- _DESCRIPTION OF THE TASK_: Transcribe all the entries word for word, but omit the images.

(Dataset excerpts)
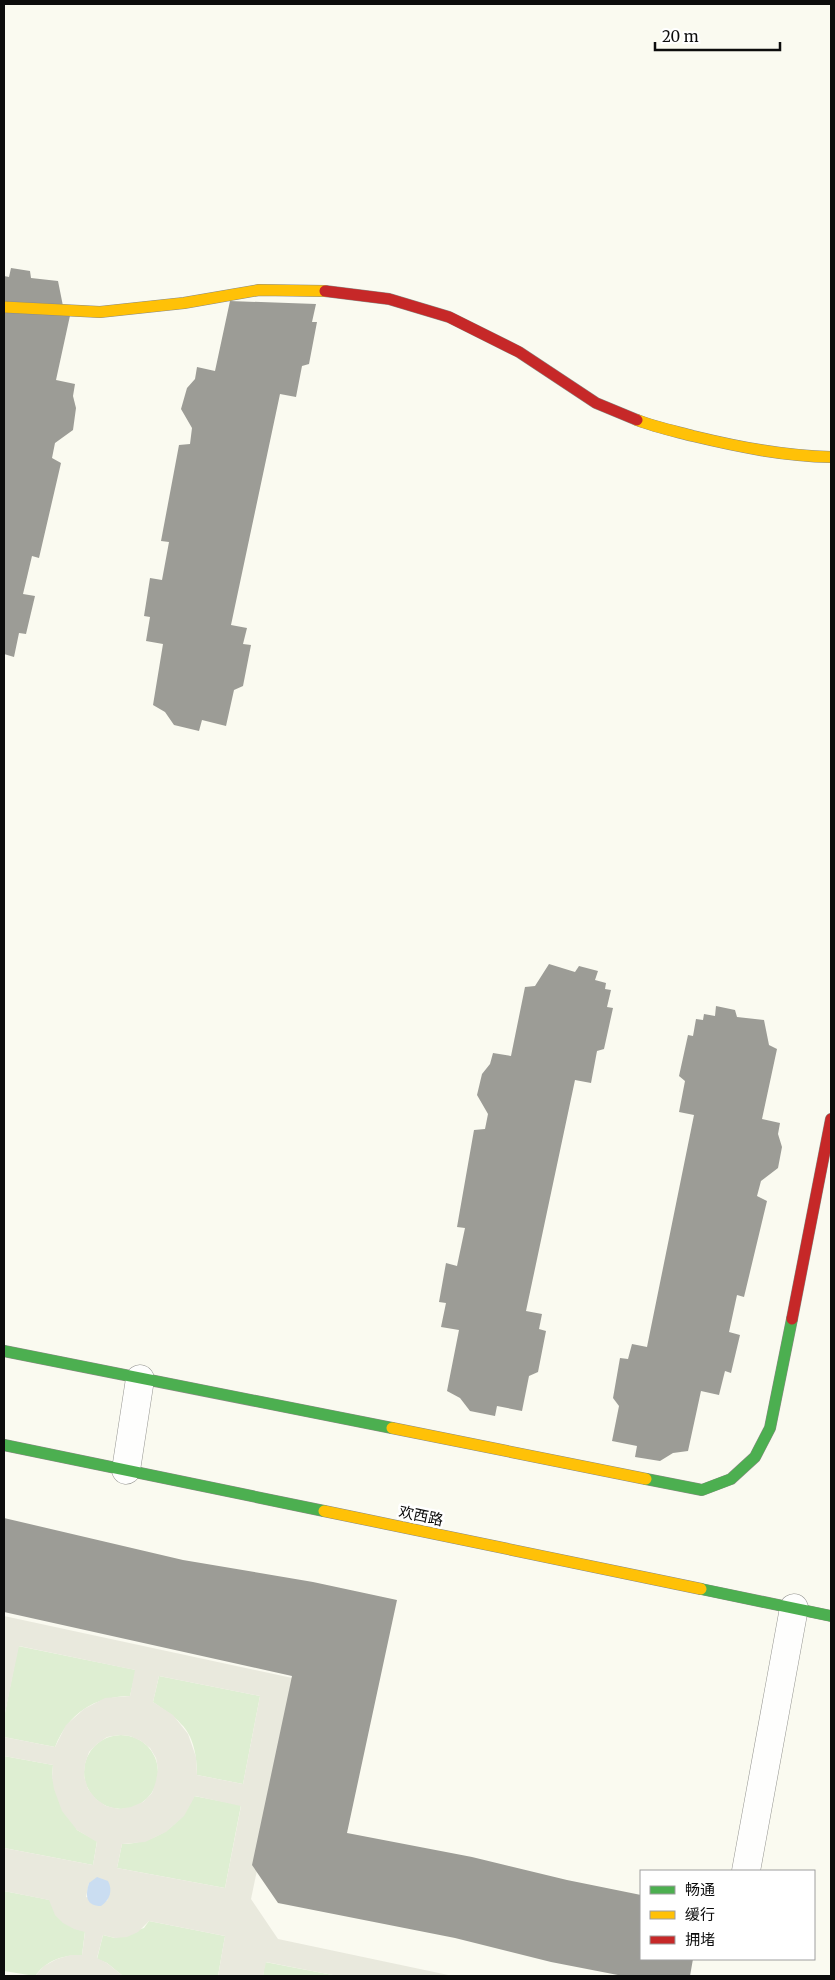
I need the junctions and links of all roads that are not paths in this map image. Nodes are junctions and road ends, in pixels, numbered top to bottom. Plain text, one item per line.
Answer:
1 (4, 308) edge
2 (831, 457) edge
3 (831, 1119) edge
4 (4, 1351) edge
5 (140, 1379) junction
6 (4, 1445) edge
7 (126, 1470) junction
8 (794, 1608) junction
9 (831, 1616) edge
10 (746, 1870) edge

1 - 2 street
3 - 5 street
4 - 5 street
5 - 7 street
6 - 7 street, 欢西路
7 - 8 street, 欢西路
8 - 9 street, 欢西路
8 - 10 street

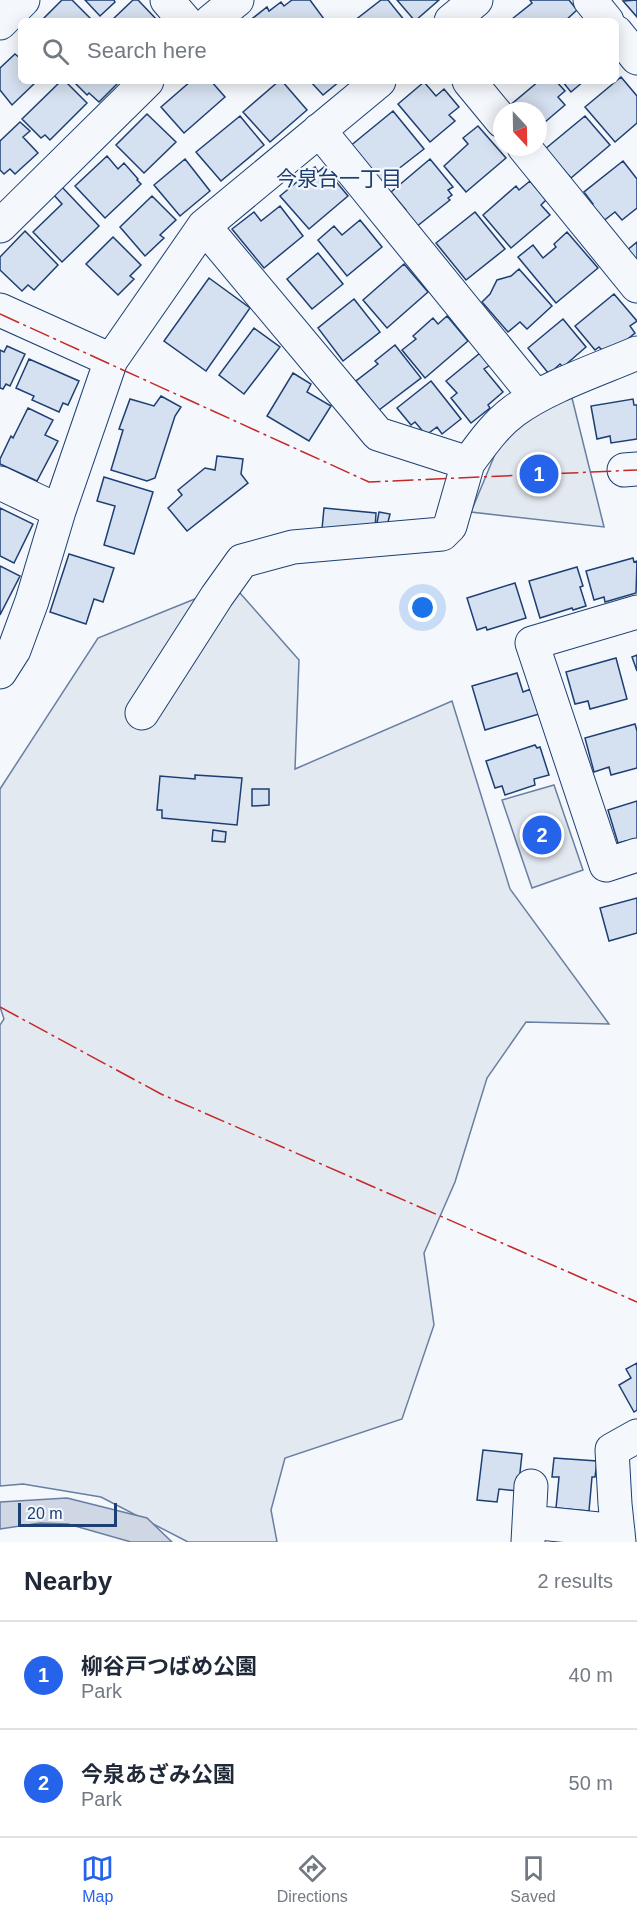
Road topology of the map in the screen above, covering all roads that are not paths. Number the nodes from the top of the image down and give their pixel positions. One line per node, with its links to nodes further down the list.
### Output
1 (23, 0): 10 (street)
2 (167, 0): 6 (street)
3 (237, 0): 7 (street)
4 (476, 0): 8 (street)
5 (590, 0): 9 (street)
6 (182, 18)
7 (215, 18)
8 (455, 18)
9 (605, 18)
10 (0, 23)
11 (619, 36): 12 (street)
12 (637, 58)
13 (144, 84): 19 (street)
14 (374, 84): 17 (street)
15 (472, 84): 16 (street)
16 (493, 110)
17 (320, 130): 20 (street); 25 (street)
18 (531, 156): 21 (street)
19 (0, 226)
20 (204, 226): 24 (street); 26 (street)
21 (637, 286)
22 (0, 310): 24 (street)
23 (637, 353): 25 (street)
24 (111, 360): 28 (street)
25 (536, 397): 26 (street)
26 (468, 463): 31 (street)
27 (0, 483): 28 (street)
28 (59, 511): 30 (street)
29 (637, 612): 32 (street)
30 (5, 655)
31 (142, 713)
32 (637, 855)
33 (637, 1436): 36 (street)
34 (531, 1486): 35 (street)
35 (529, 1532): 36 (street)
36 (619, 1536)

- _RESPONSE FOR THIS EXERCISE_:
I need the junctions and links of all roads that are not paths in this map image. Nodes are junctions and road ends, in pixels, numbered top to bottom. Plain text, one item per line.
Answer:
1 (4, 308) edge
2 (831, 457) edge
3 (831, 1119) edge
4 (4, 1351) edge
5 (140, 1379) junction
6 (4, 1445) edge
7 (126, 1470) junction
8 (794, 1608) junction
9 (831, 1616) edge
10 (746, 1870) edge

1 - 2 street
3 - 5 street
4 - 5 street
5 - 7 street
6 - 7 street, 欢西路
7 - 8 street, 欢西路
8 - 9 street, 欢西路
8 - 10 street

Road topology of the map in the screen above, covering all roads that are not paths. Number the nodes from the top of the image down and give their pixel positions. One line per node, with its links to nodes further down the list.
### Output
1 (23, 0): 10 (street)
2 (167, 0): 6 (street)
3 (237, 0): 7 (street)
4 (476, 0): 8 (street)
5 (590, 0): 9 (street)
6 (182, 18)
7 (215, 18)
8 (455, 18)
9 (605, 18)
10 (0, 23)
11 (619, 36): 12 (street)
12 (637, 58)
13 (144, 84): 19 (street)
14 (374, 84): 17 (street)
15 (472, 84): 16 (street)
16 (493, 110)
17 (320, 130): 20 (street); 25 (street)
18 (531, 156): 21 (street)
19 (0, 226)
20 (204, 226): 24 (street); 26 (street)
21 (637, 286)
22 (0, 310): 24 (street)
23 (637, 353): 25 (street)
24 (111, 360): 28 (street)
25 (536, 397): 26 (street)
26 (468, 463): 31 (street)
27 (0, 483): 28 (street)
28 (59, 511): 30 (street)
29 (637, 612): 32 (street)
30 (5, 655)
31 (142, 713)
32 (637, 855)
33 (637, 1436): 36 (street)
34 (531, 1486): 35 (street)
35 (529, 1532): 36 (street)
36 (619, 1536)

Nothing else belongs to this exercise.